To better compare results across the different experiments, we computed the Cohen's d effect size of the interrupters on performance for each of the syllables. This analysis, shown in Table I, reinforces the idea that a disruption occurring in the middle of an ongoing stream is, in fact, qualitatively more disruptive than a salient event that does not occur in the middle of the target. Specifically, in Experiments 1 and 2, the interrupter not only causes a large-size effect on recall of syllable 2 but also a medium- to large-size (depending on the exact experiment and condition) effect on syllable 3, which begins a full 725 ms after the interrupter. In contrast, in Experiment 3 the early interrupter, which happens only 300 ms before the first target syllable, shows a smaller effect size on syllable 1 (0.51) than the effects on syllables 2 and 3 in any of the conditions in Experiments 1 and 2 (0.70–1.36). That is, an interrupter that occurs during the presentation of the target stream (Experiments 1 and 2) both affects recall of a syllable that finished playing before the interrupter occurred (the first syllable) and has a larger effect on recall of subsequent syllables, at later delays, than the impact of an interrupter that occurs before the start of a target stream (early interrupter in Experiment 3).
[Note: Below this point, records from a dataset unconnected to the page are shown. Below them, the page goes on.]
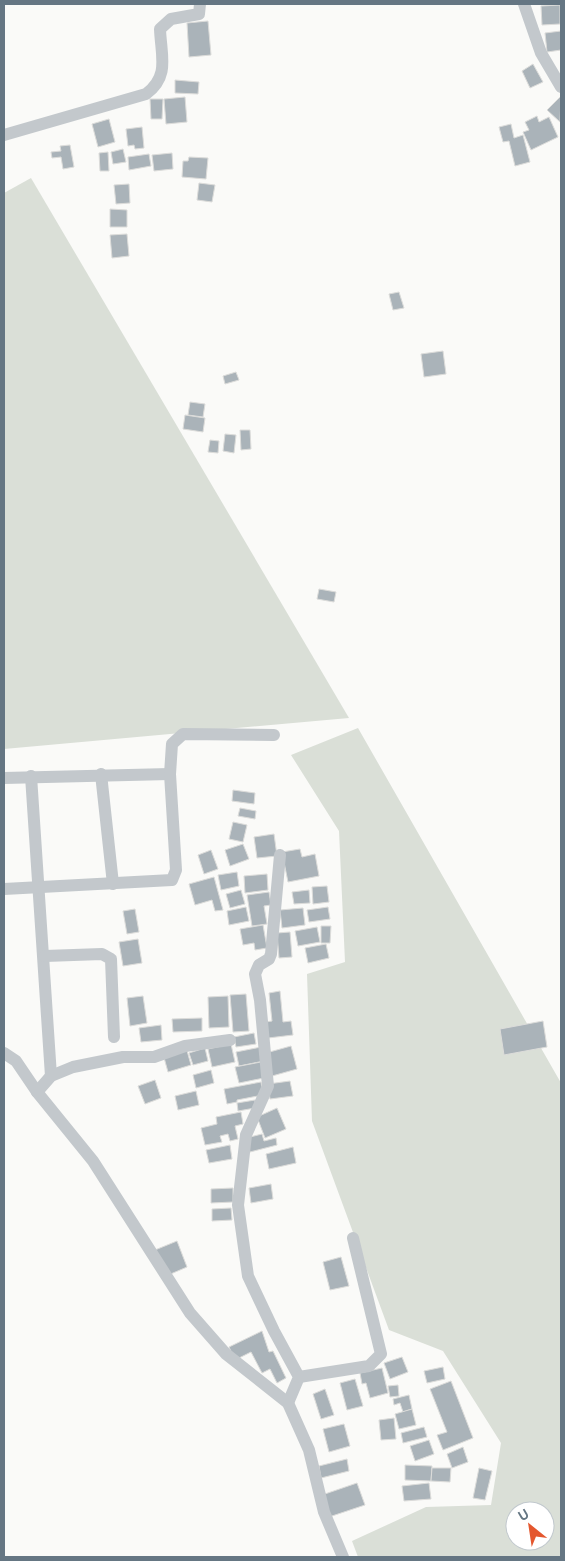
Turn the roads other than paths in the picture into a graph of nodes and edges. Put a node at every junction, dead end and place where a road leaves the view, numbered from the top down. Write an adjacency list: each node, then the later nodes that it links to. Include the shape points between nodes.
1 (200, 4): 4 (street, via 199,14 171,19 160,28 163,75 157,86 146,94)
2 (524, 4): 3 (street, via 541,53)
3 (561, 87)
4 (4, 135)
5 (274, 735): 7 (street, via 182,734 172,744)
6 (101, 774): 7 (street); 8 (street); 11 (street)
7 (170, 774): 11 (street, via 176,870 172,880)
8 (32, 776): 9 (street); 12 (street)
9 (4, 778)
10 (280, 854): 21 (street, via 271,954 259,965 256,974 268,1086 246,1135 238,1205 248,1276)
11 (113, 884): 12 (street)
12 (39, 888): 13 (street); 14 (street)
13 (4, 890)
14 (45, 956): 15 (street, via 108,956 113,964); 18 (street)
15 (114, 1037)
16 (230, 1040): 18 (street, via 184,1046 154,1057 123,1057 73,1067)
17 (4, 1053): 19 (street, via 16,1061)
18 (51, 1076): 19 (street)
19 (37, 1092): 22 (street, via 93,1161 190,1313 226,1354)
20 (353, 1238): 21 (street, via 381,1354 369,1366)
21 (299, 1377): 22 (street)
22 (288, 1403): 23 (street, via 309,1450 324,1512)
23 (343, 1557)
Together, these results argue that an interrupter during an ongoing stream interferes not only with attentional focus on the target stream but with storage of that stream in memory.

TABLE I.

Effect sizes (Cohen's d) of the interrupters on each syllable for Experiments 1, 2, and 4.

Experiment Syllable 1 Syllable 2 Syllable 3
Exp1 (contralateral)  0.54 (medium)  1.36 (large)  1.04 (large) 
Exp2 (contralateral)  0.51 (medium)  1.00 (large)  0.86 (large) 
Exp2 (ipsilateral)  0.39 (small)  0.85 (large)  0.70 (medium) 
Exp3 (Early90)  0.51 (medium)  0.07 (negligible)  0.17 (negligible) 
Exp3 (Late90)  0.12 (negligible)  0.06 negligible  0.20 (small) 
Exp3 (Late30)  0.03 (negligible)  0.04 (negligible 0.07 (negligible) 
Exp4 (contralateral)  0.19 (negligible)  0.38 (small)  0.25 (small) 
Experiment Syllable 1 Syllable 2 Syllable 3
Exp1 (contralateral)  0.54 (medium)  1.36 (large)  1.04 (large) 
Exp2 (contralateral)  0.51 (medium)  1.00 (large)  0.86 (large) 
Exp2 (ipsilateral)  0.39 (small)  0.85 (large)  0.70 (medium) 
Exp3 (Early90)  0.51 (medium)  0.07 (negligible)  0.17 (negligible) 
Exp3 (Late90)  0.12 (negligible)  0.06 negligible  0.20 (small) 
Exp3 (Late30)  0.03 (negligible)  0.04 (negligible 0.07 (negligible) 
Exp4 (contralateral)  0.19 (negligible)  0.38 (small)  0.25 (small) 

The hypothesis that a salient interruption during a target stream is especially disruptive to storing the target in working memory can be tested in future experiments by increasing the number of items in the target stream and seeing how many preceding target items are disrupted by a later interferer. Moreover, electroencephalography (EEG) studies could be conducted to track effects of the interrupter on responses to the target syllables and on working memory load change before and after the interruption.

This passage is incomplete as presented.